[ASSIGNMENT]
Would you transcribe each entry precisely as it stands, setting aside any images?
####################
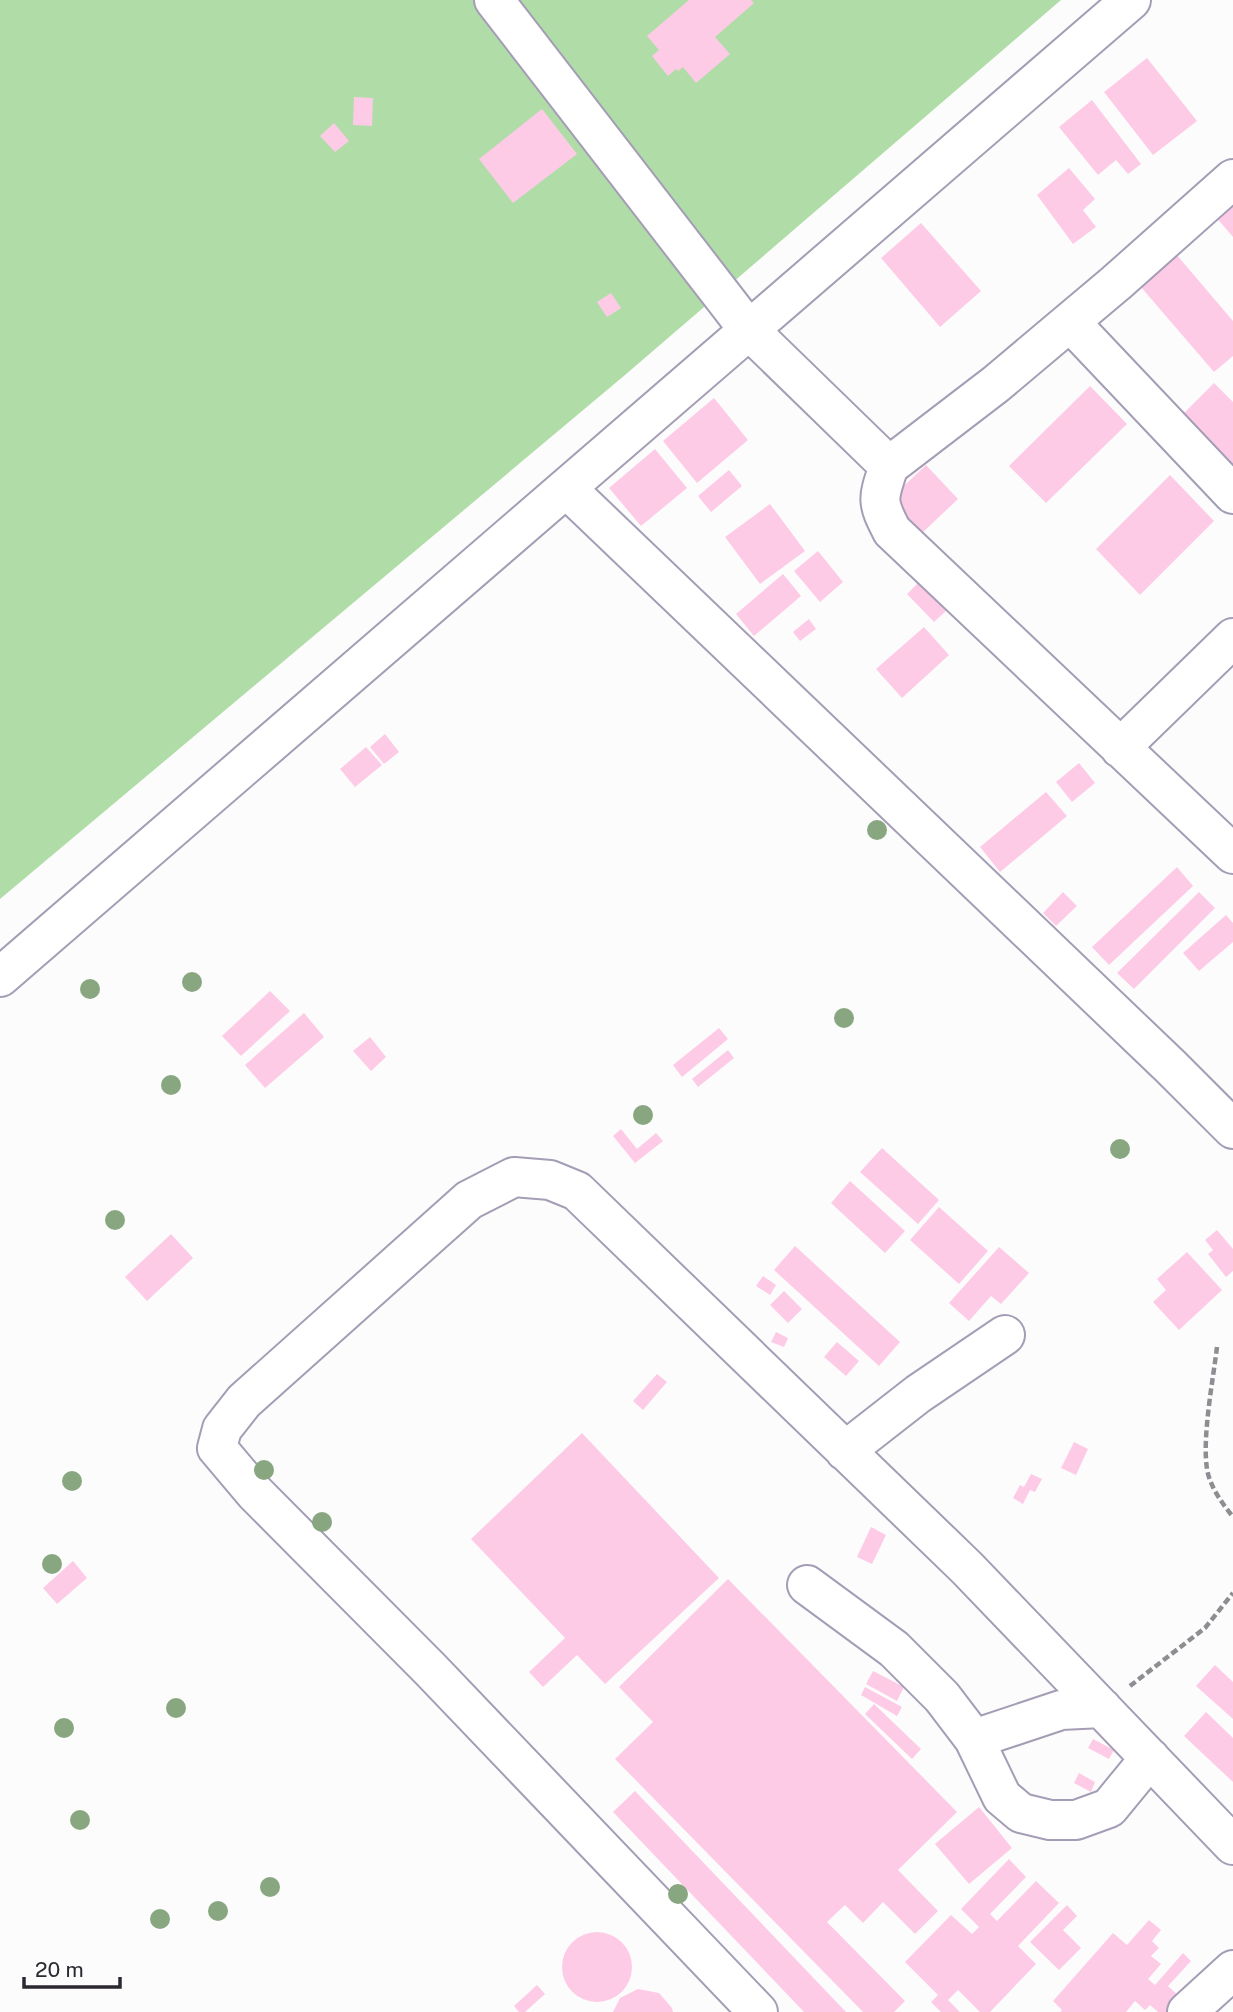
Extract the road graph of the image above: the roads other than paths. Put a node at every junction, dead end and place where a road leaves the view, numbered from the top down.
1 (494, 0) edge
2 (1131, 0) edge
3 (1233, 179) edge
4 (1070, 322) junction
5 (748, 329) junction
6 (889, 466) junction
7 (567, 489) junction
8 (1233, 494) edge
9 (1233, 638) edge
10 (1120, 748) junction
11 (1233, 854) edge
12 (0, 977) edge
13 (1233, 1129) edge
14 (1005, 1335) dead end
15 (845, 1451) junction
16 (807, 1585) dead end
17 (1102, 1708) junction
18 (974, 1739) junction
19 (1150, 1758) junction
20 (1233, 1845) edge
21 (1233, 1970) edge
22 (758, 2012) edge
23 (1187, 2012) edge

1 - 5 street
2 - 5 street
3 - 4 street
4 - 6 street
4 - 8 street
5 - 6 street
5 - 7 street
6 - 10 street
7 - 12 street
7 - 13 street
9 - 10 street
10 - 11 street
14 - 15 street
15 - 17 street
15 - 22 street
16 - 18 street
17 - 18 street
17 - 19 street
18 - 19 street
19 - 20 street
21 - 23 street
####################
[EXERCISE ANSWER]
Extract the road graph of the image above: the roads other than paths. Put a node at every junction, dead end and place where a road leaves the view, numbered from the top down.
1 (494, 0) edge
2 (1131, 0) edge
3 (1233, 179) edge
4 (1070, 322) junction
5 (748, 329) junction
6 (889, 466) junction
7 (567, 489) junction
8 (1233, 494) edge
9 (1233, 638) edge
10 (1120, 748) junction
11 (1233, 854) edge
12 (0, 977) edge
13 (1233, 1129) edge
14 (1005, 1335) dead end
15 (845, 1451) junction
16 (807, 1585) dead end
17 (1102, 1708) junction
18 (974, 1739) junction
19 (1150, 1758) junction
20 (1233, 1845) edge
21 (1233, 1970) edge
22 (758, 2012) edge
23 (1187, 2012) edge

1 - 5 street
2 - 5 street
3 - 4 street
4 - 6 street
4 - 8 street
5 - 6 street
5 - 7 street
6 - 10 street
7 - 12 street
7 - 13 street
9 - 10 street
10 - 11 street
14 - 15 street
15 - 17 street
15 - 22 street
16 - 18 street
17 - 18 street
17 - 19 street
18 - 19 street
19 - 20 street
21 - 23 street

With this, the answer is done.